Requirement
Quote each line of the material verbatim, without the pictures.

Exercise input

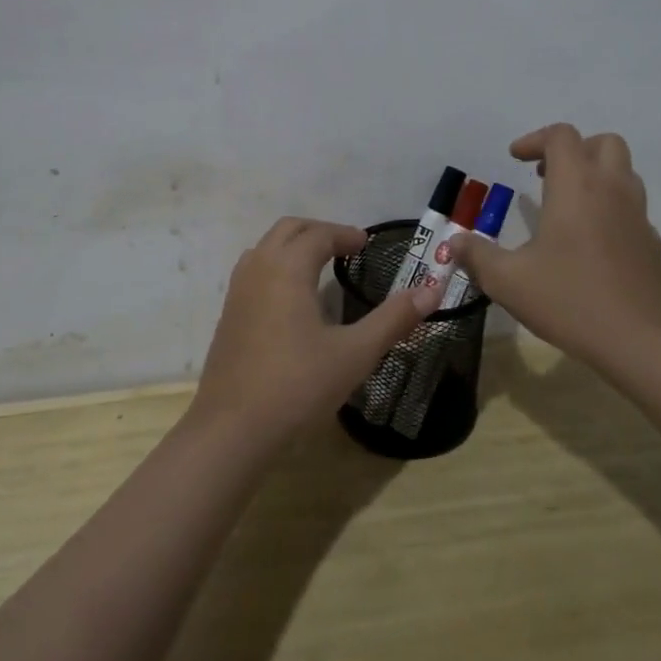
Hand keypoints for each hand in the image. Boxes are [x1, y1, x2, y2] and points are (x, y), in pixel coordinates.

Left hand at [189, 217, 438, 452]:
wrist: (232, 429)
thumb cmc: (298, 386)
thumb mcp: (354, 354)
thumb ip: (393, 319)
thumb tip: (432, 290)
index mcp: (287, 268)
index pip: (318, 234)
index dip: (345, 235)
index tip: (367, 245)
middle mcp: (258, 269)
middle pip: (288, 230)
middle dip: (319, 232)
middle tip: (347, 248)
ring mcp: (237, 292)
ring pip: (265, 248)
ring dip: (294, 246)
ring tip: (320, 266)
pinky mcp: (228, 315)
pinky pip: (254, 271)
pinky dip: (276, 267)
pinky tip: (292, 300)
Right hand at [452, 124, 660, 369]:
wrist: (639, 341)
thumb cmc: (569, 300)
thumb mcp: (507, 280)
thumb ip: (476, 255)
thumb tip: (455, 242)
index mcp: (576, 186)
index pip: (561, 136)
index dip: (534, 140)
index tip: (514, 159)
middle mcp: (611, 190)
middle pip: (603, 143)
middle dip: (573, 150)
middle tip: (545, 175)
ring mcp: (637, 215)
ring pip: (623, 172)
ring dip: (595, 175)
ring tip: (566, 205)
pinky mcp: (651, 242)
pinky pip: (631, 208)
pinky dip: (610, 208)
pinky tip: (590, 241)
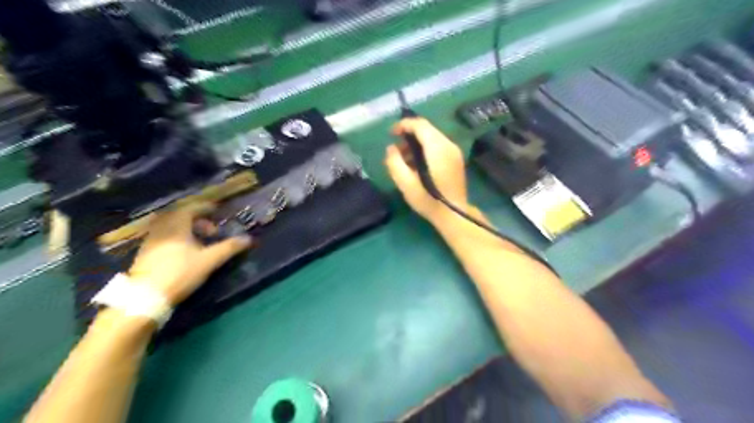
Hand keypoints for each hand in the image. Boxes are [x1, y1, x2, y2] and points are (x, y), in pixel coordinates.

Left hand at [124, 203, 250, 305]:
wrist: (146, 296)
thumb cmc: (181, 272)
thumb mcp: (209, 260)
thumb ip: (229, 247)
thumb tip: (248, 238)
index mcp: (177, 226)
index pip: (191, 208)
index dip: (205, 208)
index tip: (217, 210)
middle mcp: (162, 228)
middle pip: (178, 215)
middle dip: (196, 219)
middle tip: (210, 229)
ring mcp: (151, 240)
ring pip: (169, 226)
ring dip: (185, 228)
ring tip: (198, 240)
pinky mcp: (145, 252)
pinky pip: (163, 235)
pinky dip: (175, 236)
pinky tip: (183, 249)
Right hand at [385, 117, 469, 223]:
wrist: (454, 215)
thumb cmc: (429, 200)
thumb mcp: (406, 184)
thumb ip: (395, 163)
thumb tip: (391, 148)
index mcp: (437, 148)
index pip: (420, 125)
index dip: (403, 125)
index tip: (391, 134)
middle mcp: (448, 145)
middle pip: (427, 129)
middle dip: (409, 134)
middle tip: (396, 149)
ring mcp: (454, 152)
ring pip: (432, 137)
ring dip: (417, 143)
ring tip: (404, 159)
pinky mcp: (456, 159)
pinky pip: (438, 146)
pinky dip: (425, 149)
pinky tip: (417, 164)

Solution below
Hand keypoints for each hand in the image. Boxes are [x1, y1, x2, y2] and points are (x, y), in pixel coordinates.

Left hand at [189, 217, 438, 452]:
wrist: (232, 429)
thumb cmc: (298, 386)
thumb mcp: (354, 354)
thumb ip: (393, 319)
thumb tip: (432, 290)
index mcp: (287, 268)
index pip: (318, 234)
index dip: (345, 235)
index tip: (367, 245)
middle mcp: (258, 269)
middle pip: (288, 230)
middle dip: (319, 232)
middle tip: (347, 248)
ring mcp: (237, 292)
ring pip: (265, 248)
ring dip: (294, 246)
ring tip: (320, 266)
pinky mcp: (228, 315)
pinky pip: (254, 271)
pinky dip: (276, 267)
pinky tip: (292, 300)
Right hand at [452, 124, 660, 369]:
wrist: (639, 341)
thumb cmc: (569, 300)
thumb mcp: (507, 280)
thumb ip: (476, 255)
thumb tip: (455, 242)
index mcp: (576, 186)
index pip: (561, 136)
index dip: (534, 140)
index tip: (514, 159)
middle mcp: (611, 190)
middle pip: (603, 143)
middle dip: (573, 150)
middle tip: (545, 175)
ring mcp: (637, 215)
ring pip: (623, 172)
ring dip: (595, 175)
ring tip: (566, 205)
pinky mcp: (651, 242)
pinky pip: (631, 208)
pinky dip: (610, 208)
pinky tip: (590, 241)
Hand keypoints for each hand in the image. Boxes are [x1, y1, x2, y2] and points are (x, y), in pixel coordinates.

Left hand at [124, 203, 250, 305]:
wrist: (146, 296)
thumb cmc: (181, 272)
thumb mcp: (209, 260)
thumb ip: (229, 247)
thumb tip: (248, 238)
index mcp: (177, 226)
index pip: (191, 208)
index dip: (205, 208)
index tip: (217, 210)
middle mcp: (162, 228)
middle pip: (178, 215)
middle dip: (196, 219)
middle tip: (210, 229)
ring mcp: (151, 240)
ring pip: (169, 226)
ring dip: (185, 228)
ring tip: (198, 240)
pinky mcp: (145, 252)
pinky pip: (163, 235)
pinky dip: (175, 236)
pinky tip: (183, 249)
Right hand at [385, 117, 469, 223]:
wrist: (454, 215)
thumb cmc: (429, 200)
thumb mcp: (406, 184)
thumb ip: (395, 163)
thumb tip: (391, 148)
index mcp: (437, 148)
index pip: (420, 125)
index dip: (403, 125)
index tip: (391, 134)
middle mcp: (448, 145)
middle pip: (427, 129)
middle dip: (409, 134)
middle tip: (396, 149)
ring mcp: (454, 152)
ring pip: (432, 137)
ring dip: (417, 143)
ring tip: (404, 159)
pinky mcp: (456, 159)
pinky pip: (438, 146)
pinky dip: (425, 149)
pinky tip: (417, 164)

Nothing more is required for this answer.